I’m using wandb.ai as a logging tool and, for profiling, I’ve disabled its functionality via export WANDB_MODE=‘disabled’. When re-enabling the wandb, the initial discrepancy is observed during runtime, as initially reported. These results are also in line with just measuring the execution time of each training and validation function call in the code using time.

The image below contains the frame view of the results when disabled - the enabled one for my implementation is so expensive that its visualization doesn’t load. The first column represents the benchmark, while the second column represents my implementation.

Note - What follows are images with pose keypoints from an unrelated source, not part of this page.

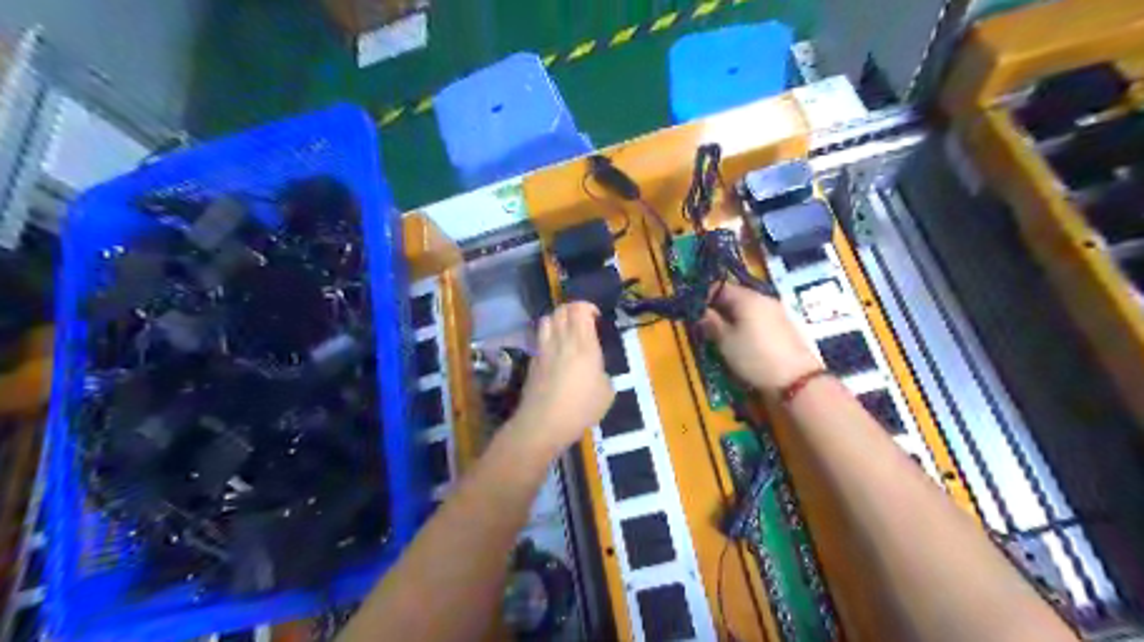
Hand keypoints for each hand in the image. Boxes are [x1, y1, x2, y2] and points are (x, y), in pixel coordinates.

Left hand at [506, 304, 616, 459]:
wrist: (543, 423)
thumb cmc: (580, 408)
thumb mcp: (606, 393)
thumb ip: (603, 374)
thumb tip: (597, 371)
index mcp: (583, 345)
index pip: (580, 310)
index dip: (588, 307)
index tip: (596, 317)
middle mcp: (561, 341)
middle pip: (561, 310)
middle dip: (573, 309)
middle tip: (583, 321)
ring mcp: (544, 350)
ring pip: (546, 320)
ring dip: (557, 319)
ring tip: (567, 331)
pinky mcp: (533, 362)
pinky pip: (540, 339)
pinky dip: (548, 337)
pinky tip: (555, 351)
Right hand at [697, 284, 823, 390]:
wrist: (797, 380)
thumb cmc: (755, 357)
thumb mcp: (726, 342)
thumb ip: (711, 323)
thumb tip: (701, 312)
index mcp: (747, 298)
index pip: (720, 287)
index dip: (704, 296)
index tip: (694, 311)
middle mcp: (763, 299)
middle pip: (735, 297)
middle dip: (719, 308)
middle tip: (705, 324)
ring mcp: (777, 312)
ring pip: (748, 309)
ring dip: (733, 318)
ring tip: (722, 335)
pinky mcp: (785, 326)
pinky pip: (759, 319)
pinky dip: (747, 325)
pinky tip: (742, 341)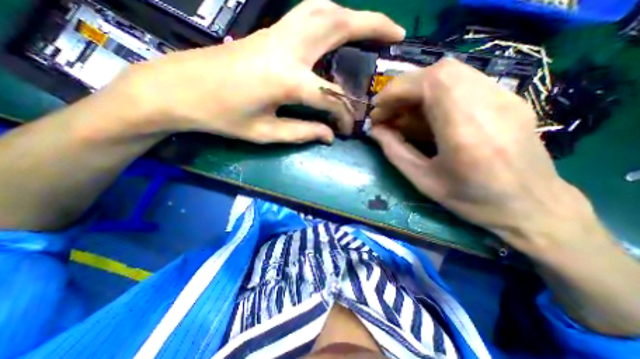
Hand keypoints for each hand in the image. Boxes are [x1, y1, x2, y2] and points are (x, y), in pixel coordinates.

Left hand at [109, 2, 397, 144]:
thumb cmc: (221, 116)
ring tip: (373, 27)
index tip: (346, 130)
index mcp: (286, 79)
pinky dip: (330, 16)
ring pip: (323, 9)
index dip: (343, 116)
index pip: (331, 98)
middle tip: (396, 33)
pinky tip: (338, 27)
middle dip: (373, 25)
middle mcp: (287, 48)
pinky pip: (308, 14)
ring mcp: (277, 33)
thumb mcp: (265, 133)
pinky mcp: (269, 32)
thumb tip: (328, 135)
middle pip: (338, 25)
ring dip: (353, 14)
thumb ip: (302, 132)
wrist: (180, 90)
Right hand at [371, 58, 600, 254]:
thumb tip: (374, 131)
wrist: (531, 206)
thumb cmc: (471, 200)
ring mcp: (504, 97)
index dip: (396, 91)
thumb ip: (394, 151)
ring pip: (452, 73)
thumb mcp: (423, 180)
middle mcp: (489, 104)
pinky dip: (435, 92)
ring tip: (402, 112)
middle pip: (440, 71)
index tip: (377, 108)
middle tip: (387, 111)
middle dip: (404, 89)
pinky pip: (463, 81)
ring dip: (418, 89)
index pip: (430, 84)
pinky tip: (425, 112)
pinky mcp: (507, 98)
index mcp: (465, 131)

In a summarized way, below are the results considering only the measurement of the execution of the training and validation functions for 1 epoch of these experiments and, as can be seen, they are in line with the results of the frame view.

Benchmark 			   WANDB_MODE='disabled'	    WANDB_MODE='enabled'
[GPU: 1] Training: 			382.7056 seg				636.9944 seg
[GPU: 0] Training: 			383.5272 seg				639.3160 seg
[GPU: 1] Validation: 		49.8034 seg					49.91465 seg
[GPU: 0] Validation: 		49.6792 seg					49.83615 seg

Implementation		   WANDB_MODE='disabled'	   WANDB_MODE='enabled'
[GPU: 1] Training: 			393.1595 seg				1953.5220 seg
[GPU: 0] Training: 			393.1553 seg				1953.4988 seg
[GPU: 0] Validation: 		42.5918 seg				    640.98976 seg
[GPU: 1] Validation: 		42.6761 seg				    619.39889 seg

My hypothesis, therefore, was that this drop in performance is linked to other parameters that are logged by wandb, such as gradients and model parameters. After disabling this wandb functionality via wandb.watch(log=None), I completely restored the performance of my implementation and it is now equivalent to the benchmark.

Finally, it seems that differences in model implementation - such as the choice of nn.Sequential, nn.ModuleList, etc - have a significant effect on the logging of gradients and parameters in the wandb.